• **Work to be completed**
Return the lines below in which the string "hand" occurs.

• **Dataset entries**
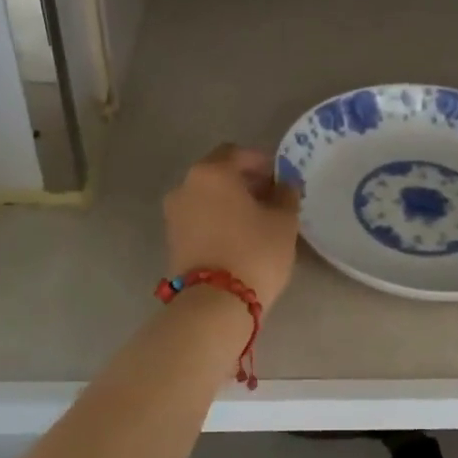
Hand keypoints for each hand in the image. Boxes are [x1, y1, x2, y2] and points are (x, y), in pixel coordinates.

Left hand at [163, 145, 301, 306]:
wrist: (214, 304)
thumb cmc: (254, 251)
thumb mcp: (284, 221)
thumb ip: (286, 194)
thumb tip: (284, 185)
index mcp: (211, 172)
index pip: (236, 153)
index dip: (260, 161)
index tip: (280, 177)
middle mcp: (186, 186)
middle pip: (218, 173)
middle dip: (244, 181)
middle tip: (271, 198)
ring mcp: (174, 214)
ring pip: (207, 196)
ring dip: (230, 201)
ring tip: (257, 220)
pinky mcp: (172, 240)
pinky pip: (199, 217)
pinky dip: (217, 219)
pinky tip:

• **Worked solution**
Hand keypoints for each hand in the image. Boxes are [x1, y1, x2, y2] and points are (x, y), in pixel coordinates.
Left hand at [163, 145, 301, 306]:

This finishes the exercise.